Vocabulary and Terminology Flashcards
LINGUISTIC COMPETENCE
Unconscious knowledge of grammar that allows a speaker to use and understand a language.
LINGUISTIC PERFORMANCE
The ability to produce and comprehend sentences in a language.
PERFORMANCE ERROR
Errors made by learners when they are tired or rushed.
SPEECH COMMUNICATION CHAIN
Process of transmission of information from a speaker to listener.
SPEECH COMMUNICATION CHAIN STEPS
speakers brain>motor neurons> sound generation> listeners ear> listeners brain
NOISE
Linguistic noise is the variation among users of language. This can take place through shifts in spelling, grammar, or other aspects of language.
Ex:
people in one area may have a different way of saying a phrase that has the same sense as a phrase that people in another area use
LEXICON
Book containing an alphabetical arrangement of the words in a language and their definitions
MENTAL GRAMMAR
Generative grammar stored in the brain that allows a speaker to produce language that other speakers can understand.
LANGUAGE VARIATION
Regional, social, or contextual differences in the ways that a particular language used.
DESCRIPTIVE GRAMMAR
Objective, non-judgmental description of the grammatical constructions in a language.
EVIDENCE THAT WRITING AND LANGUAGE ARE NOT THE SAME (LIST 4 REASONS)
-Written language is more complex and formal than the spoken language
-Spoken language is more impromptu. Because of that, it often includes repetitions, interruptions, and incomplete sentences. Writing is more polished.
-Writing communicates across time and space for as long as the medium exists and that particular language is understood.
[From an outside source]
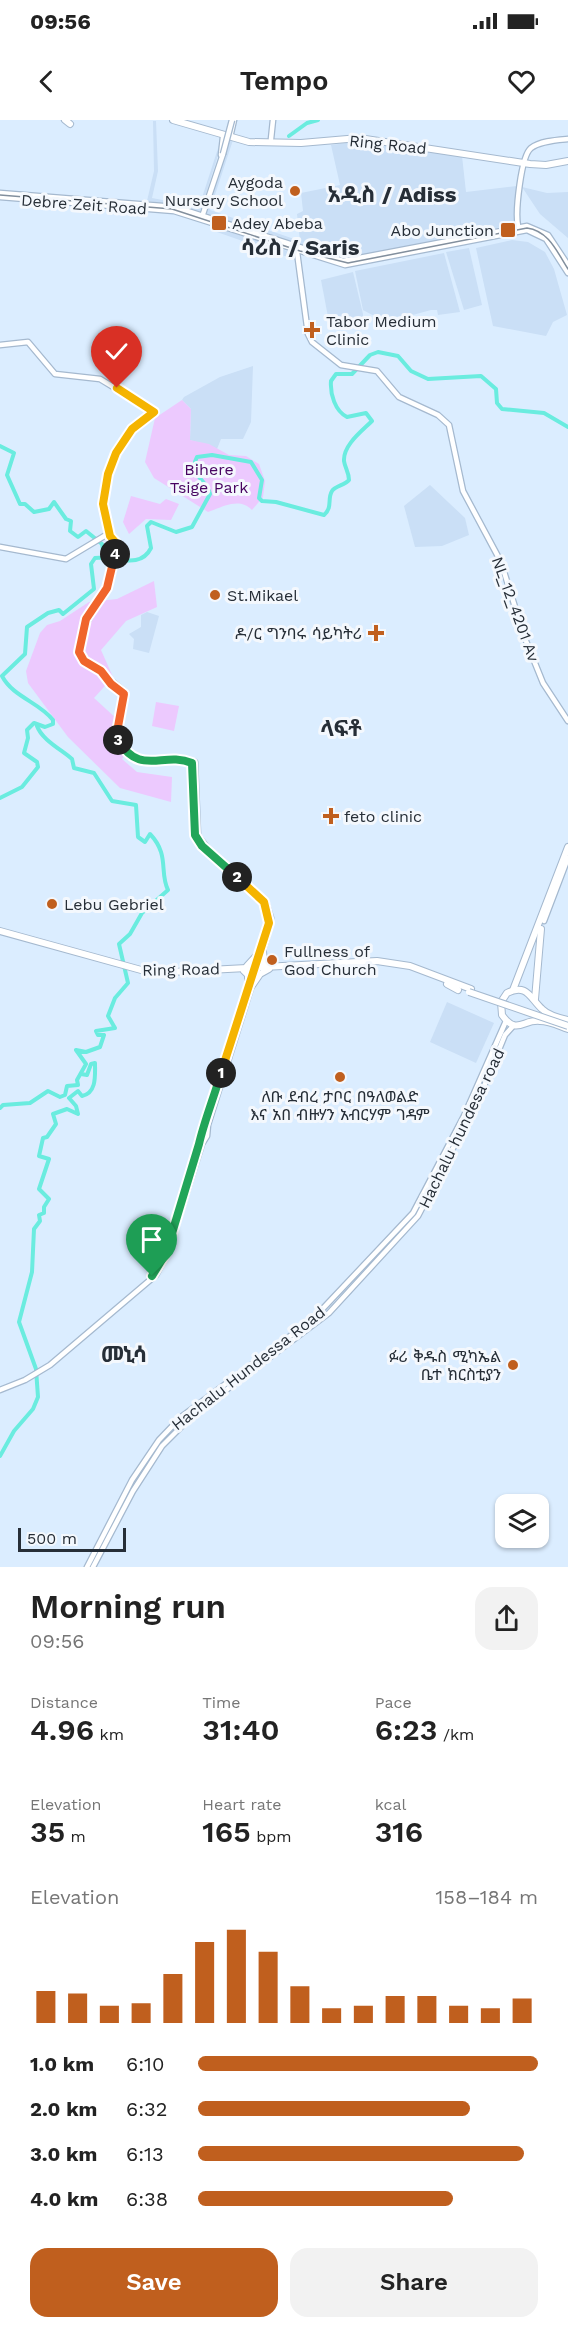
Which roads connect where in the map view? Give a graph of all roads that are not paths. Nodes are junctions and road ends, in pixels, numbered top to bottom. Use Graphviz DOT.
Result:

Speech is more immediate.
-Spoken language uses tone and pitch to improve understanding; written language can only use layout and punctuation.
reasons some people believe writing to be superior to speech (list 3 reasons)
-Written Language preserves language and reaches more people at a time and over a period of time.
-Can display linguistical changes throughout time.
-Metaphorical Language (better for visualization)
PRESCRIPTIVE GRAMMAR
set of norms or rules governing how a language should or should not be used rather than describing the ways in which a language is actually used.
PRESCRIBE
to be grammatically correct when choosing what forms or English words and phases to utilize.
Charles Hockett’s nine design features (necessary for a communication system to be considered a language) (list)
duality, productivity, arbitrariness, interchangeability, specialization, displacement, cultural transmission, semantic. and discreteness
MODE OF COMMUNICATION
interpersonal communication involving conversational speaking and listening or signed exchanges
SEMANTICITY
the property of language that allows it to represent events, ideas, actions, and objects symbolically, thereby endowing it with the capacity to communicate meaning
PRAGMATIC FUNCTION
meaning a speaker wishes to convey to the person they are speaking to
INTERCHANGEABILITY
the idea that humans can give and receive identical linguistic signals
CULTURAL TRANSMISSION
process whereby a language is passed on from one generation to the next in a community
ARBITRARINESS
The relationship between speech sounds and meaning
If you do not know a language, the sounds spoken to you will be incomprehensible.
LINGUISTIC SIGN
holistic combination of two structural elements: a form that signifies (signifier) and a concept to which the form refers (signified)
CONVENTION
principle or norm that has been adopted by a person or linguistic community about how to use, and therefore what the meaning is of, a specific term.
NON-ARBITRARINESS
relation between form and meaning such that aspects of a word’s meaning or grammatical function can be predicted from aspects of its form.